LIBERIAMO IL GOVERNATORE

Liberiamo il soldato Fazio. A questo punto non c'è alternativa. Bisogna tirarlo fuori da quella trappola per topi che è diventato il suo ruolo. Che lì dentro ci sia finito da solo o che ce l'abbiano cacciato altri, e magari pure in modo un po' mascalzone, adesso, poco importa: bisogna costringerlo a giocare finalmente una partita a carte scoperte, senza più silenzi diventati troppo pesanti e conseguenti misteri. In poche settimane è cambiato tutto: il tradizionale riserbo, le formule austere, il rigoroso tacere e il dovere istituzionale, che fino a ieri erano apprezzabili virtù di ogni Governatore, si sono ormai trasformati in una gabbia mortale. Che, per il bene di tutti, sarebbe ora di spalancare. Subito.
Liberiamo il soldato Fazio, allora, e costringiamolo a parlare. Non come in quelle 24 paginette che il 26 agosto hanno riempito il tempo del Comitato per il credito e il risparmio: sfidiamo chiunque a dire che cosa volevano dire davvero, al di là delle formule di rito «siamo stati nelle norme» e «nel rigoroso rispetto dei poteri». Quelle paginette non bastano.

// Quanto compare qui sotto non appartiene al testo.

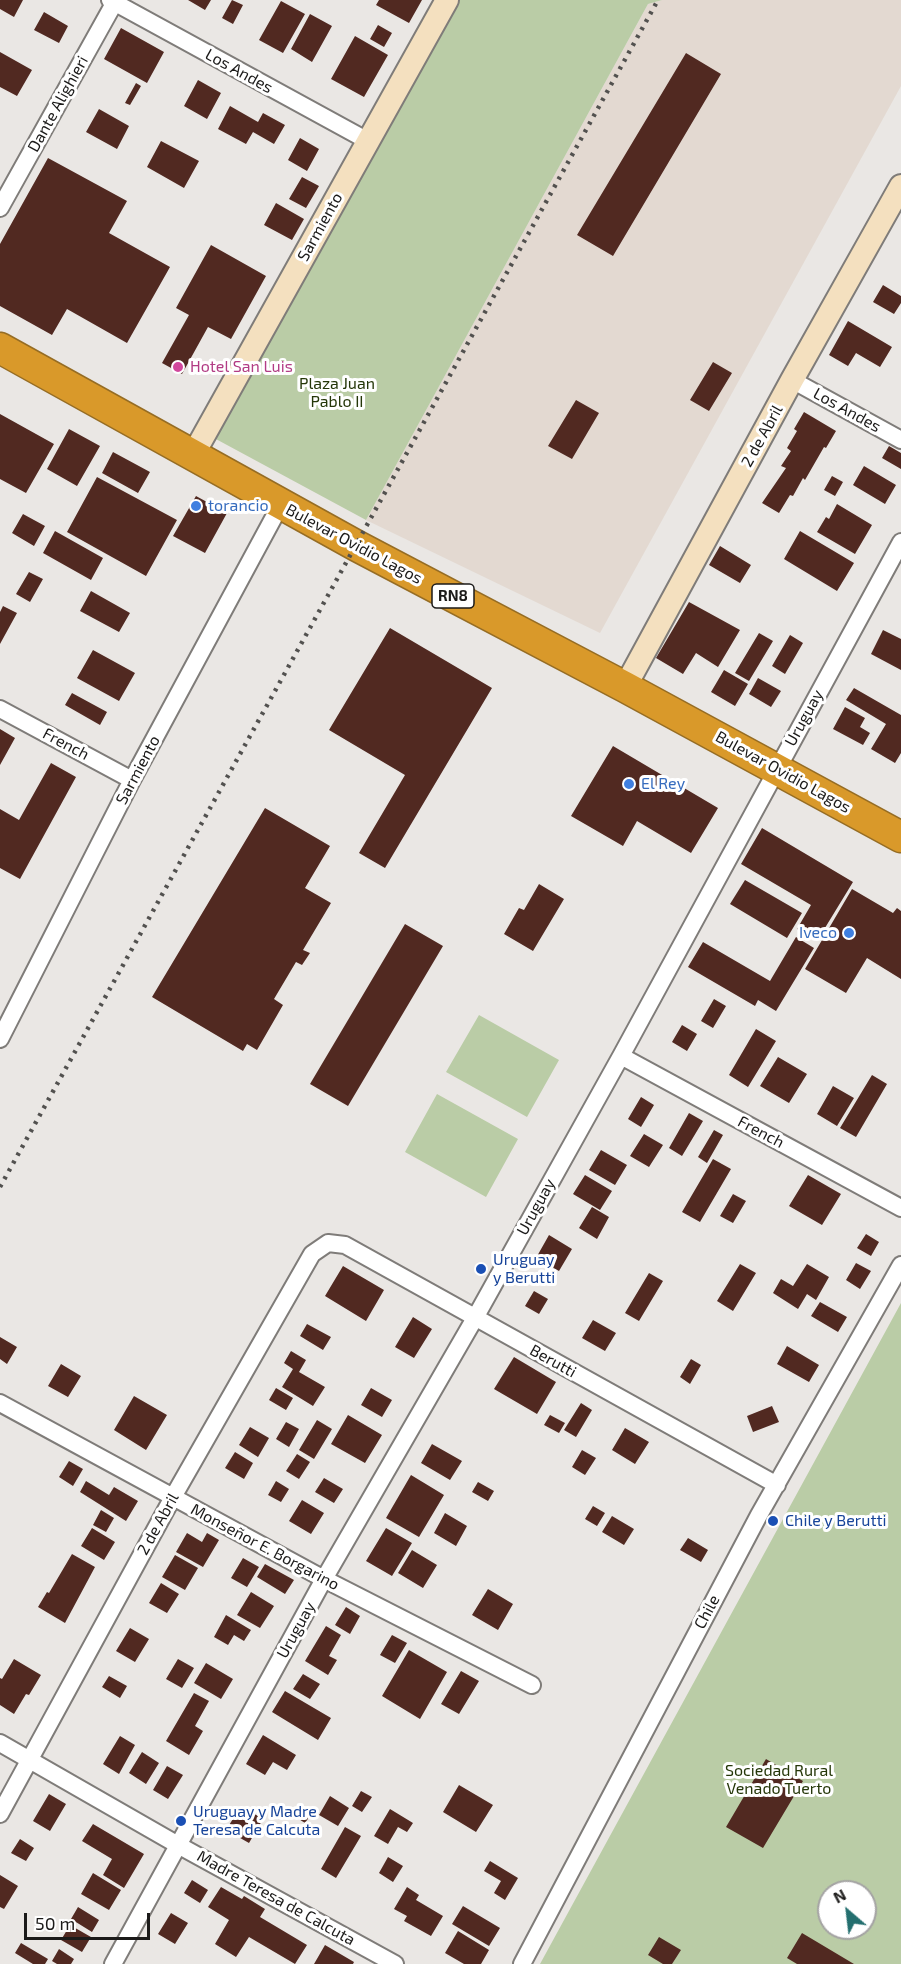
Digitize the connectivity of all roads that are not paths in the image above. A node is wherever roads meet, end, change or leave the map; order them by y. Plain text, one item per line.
1 (447, 0) edge
2 (113, 1) edge
3 (368, 141) junction
4 (901, 186) edge
5 (0, 208) edge
6 (0, 348) edge
7 (792, 380) junction
8 (901, 440) edge
9 (193, 455) junction
10 (281, 504) junction
11 (901, 542) edge
12 (626, 687) junction
13 (0, 709) edge
14 (777, 769) junction
15 (132, 780) junction
16 (901, 837) edge
17 (0, 1040) edge
18 (621, 1056) junction
19 (901, 1208) edge
20 (328, 1243) joint
21 (901, 1265) edge
22 (475, 1318) junction
23 (0, 1403) edge
24 (777, 1485) junction
25 (173, 1497) junction
26 (324, 1579) junction
27 (532, 1685) dead end
28 (0, 1743) edge
29 (30, 1760) junction
30 (0, 1814) edge
31 (178, 1845) junction
32 (113, 1964) edge
33 (395, 1964) edge
34 (522, 1964) edge

1 - 3 main road, Sarmiento
2 - 3 street, Los Andes
2 - 5 street, Dante Alighieri
3 - 9 main road, Sarmiento
4 - 7 main road, 2 de Abril
6 - 9 highway, Bulevar Ovidio Lagos / RN8
7 - 8 street, Los Andes
7 - 12 main road, 2 de Abril
9 - 10 highway, Bulevar Ovidio Lagos / RN8
10 - 12 highway, Bulevar Ovidio Lagos / RN8
10 - 15 street, Sarmiento
11 - 14 street, Uruguay
12 - 14 highway, Bulevar Ovidio Lagos / RN8
13 - 15 street, French
14 - 16 highway, Bulevar Ovidio Lagos / RN8
14 - 18 street, Uruguay
15 - 17 street, Sarmiento
18 - 19 street, French
18 - 22 street, Uruguay
20 - 22 street, Berutti
20 - 25 street, 2 de Abril
21 - 24 street, Chile
22 - 24 street, Berutti
22 - 26 street, Uruguay
23 - 25 street, Monseñor E. Borgarino
24 - 34 street, Chile
25 - 26 street, Monseñor E. Borgarino
25 - 29 street, 2 de Abril
26 - 27 street, Monseñor E. Borgarino
26 - 31 street, Uruguay
28 - 29 street, Madre Teresa de Calcuta
29 - 30 street, 2 de Abril
29 - 31 street, Madre Teresa de Calcuta
31 - 32 street, Uruguay
31 - 33 street, Madre Teresa de Calcuta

Il Governatore, a questo punto deve riconquistare la fiducia che gli italiani, a torto o a ragione, gli hanno revocato. E per fare questo non ha che una strada: deve parlare. Ma parlare davvero: non recitare le orazioni di Santa Leguleia Finanza. Deve raccontare che cos'è successo.
Lo diciamo consapevoli del fatto che nei confronti di Fazio sono state commesse una serie di carognate degne dei tempi d'oro di Tangentopoli. Lo diciamo consapevoli del fatto che il governatore è stato massacrato dai giornali con metodi sbrigativi, «si annunciano avvisi di garanzia», «la Procura avrebbe intenzione di sentire», atti di pura pornografia giudiziaria per arrivare alla condanna senza che sia mai stata formulata nemmeno un'imputazione. E lo diciamo consapevoli del fatto che, come questo giornale ha scritto più volte, suona piuttosto bizzarro che i più feroci accusatori di Fazio siano quelli che lo difendevano ai tempi di Cirio e Parmalat: qual è la sua nuova e così imperdonabile colpa? E davvero è tanto più grave di quella che costò miliardi ai risparmiatori? E allora perché il Governatore doveva restare in sella e adesso non più?

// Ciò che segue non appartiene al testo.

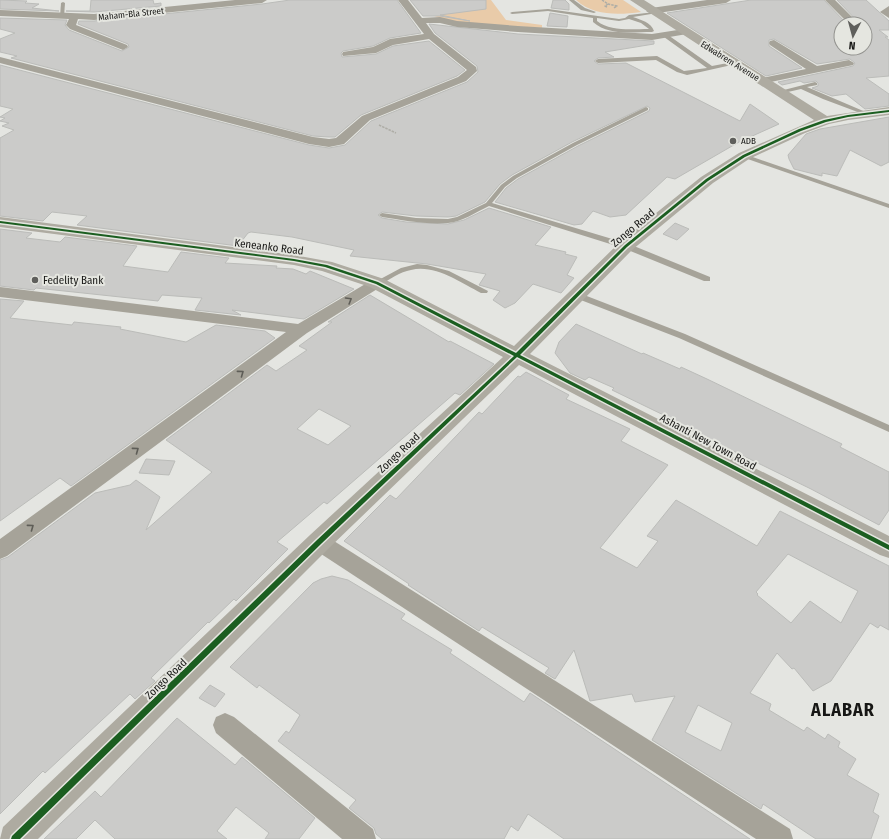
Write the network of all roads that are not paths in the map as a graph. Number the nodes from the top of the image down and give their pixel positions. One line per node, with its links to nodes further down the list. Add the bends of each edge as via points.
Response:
1 (262, 0): 19 (street, Maham-Bla Street)
2 (403, 0): 21 (street)
3 (571, 0): 18 (lane, via 583,9)
4 (636, 0): 9 (street, Edwabrem Avenue)
5 (726, 0): 9 (street)
6 (830, 0): 15 (street)
7 (63, 3): 16 (lane)
8 (889, 9): 13 (street, via 885,12)
9 (653, 12): 18 (lane); 23 (street, Edwabrem Avenue)
10 (0, 13): 16 (street, Maham-Bla Street)
11 (512, 13): 14 (lane, via 548,10)
12 (558, 15): 14 (lane, via 574,18)
13 (889, 15)
14 (588, 16): 17 (lane)
15 (846, 16)
16 (62, 17): 19 (street, Maham-Bla Street)
17 (595, 17): 20 (lane); 22 (lane, via 595,21 602,27)
18 (629, 17): 20 (lane); 22 (lane, via 652,28 652,31)
19 (74, 18): 27 (street, via 70,24 73,28)
20 (619, 20): 22 (lane)
21 (418, 21): 24 (street); 25 (street, via 436,20 518,29)
22 (633, 31)
23 (684, 32): 25 (street); 32 (street, Edwabrem Avenue)
24 (431, 36): 28 (street, via 390,42 376,50); 29 (street, via 467,63 472,71 462,79 366,118 340,141 329,143)
25 (666, 36): 33 (lane)
26 (774, 43): 34 (street)
27 (123, 47)
28 (347, 54)
29 (0, 60)
30 (598, 61): 33 (lane, via 651,58 662,60 683,72)
31 (849, 63): 34 (street)
32 (733, 64): 33 (lane); 35 (street, Edwabrem Avenue)
33 (711, 68)
34 (816, 70): 35 (street)
35 (761, 81): 38 (street, Edwabrem Avenue)
36 (815, 84): 37 (lane)
37 (802, 87): 38 (lane); 41 (lane, via 816,96)
38 (779, 92): 42 (street, Edwabrem Avenue)
39 (646, 109): 44 (lane, via 575,144 515,178 503,186)
40 (889, 110): 41 (street, Zongo Road)
41 (865, 113): 42 (street, Zongo Road)
42 (825, 121): 43 (street, Zongo Road)
43 (744, 156): 45 (lane); 48 (street, Zongo Road, via 707,180)
44 (488, 204): 46 (lane, via 448,221); 48 (lane)
45 (889, 206)
46 (382, 215)
47 (0, 222): 50 (street, Keneanko Road, via 294,260 326,266)
48 (626, 246): 49 (lane); 53 (street, Zongo Road)
49 (707, 279)
50 (377, 283): 51 (lane, via 409,268 421,267 434,268); 54 (street, one-way to 50); 55 (street, Keneanko Road)
51 (484, 291)
52 (0, 292): 54 (street)
53 (576, 295): 55 (street, Zongo Road); 56 (lane, via 682,336)
54 (301, 329): 59 (street, one-way to 54)
55 (518, 354): 57 (street, Zongo Road); 58 (street, Ashanti New Town Road)
56 (889, 429)
57 (319, 542): 61 (street, Zongo Road); 63 (street)
58 (889, 548)
59 (0, 550)
60 (225, 725): 62 (street)
61 (15, 839)
62 (363, 839)
63 (780, 839)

Tutte cose vere, tutte cose sacrosante. Ma abbiamo l'impressione che, arrivati a questo punto, abbiano poca importanza. Come sia nata la rivolta nei suoi confronti, chi l'abbia sobillata, per quali ragioni e con quali basse manovre, sarà tema per future discussioni: nell'immediato, bisogna uscire dall'emergenza. E allora non si può fare a meno di prendere atto che la rivolta, giusta o sbagliata che sia, è partita e non si ferma più, ormai travolge tutto, persino le buone ragioni e trasforma Fazio, ingabbiato dal suo ruolo, in una specie di «pungingball» su cui tutti sono autorizzati a menare fendenti. A questo punto ci sono solo due modi per difendersi. O si fa un passo avanti o se ne fa uno indietro. Cioè: o il Governatore mantiene fede al silenzio istituzionale e si libera dalla scomoda posizione rassegnando le dimissioni. Oppure comincia a parlare. Siccome appare chiaro, da ciò che si respira attorno al fortino assediato di Bankitalia, che egli non ha nessuna intenzione di sacrificare la sua prestigiosa carica sull'altare del riserbo, non resta che la seconda via: allora liberiamo il soldato Fazio. Liberiamolo da ogni obbligo formale, sciogliamogli la lingua, se necessario strappiamogli pure quella grisaglia che lo ingessa: si metta comodo, Governatore e racconti tutto quello che sa. Provi a convincere. Contrattacchi. Spieghi. Se è il caso alzi la voce. Ma parli. Lo so che per un banchiere, di solito, il silenzio è d'oro. Ma per lei, ormai, sta diventando di piombo.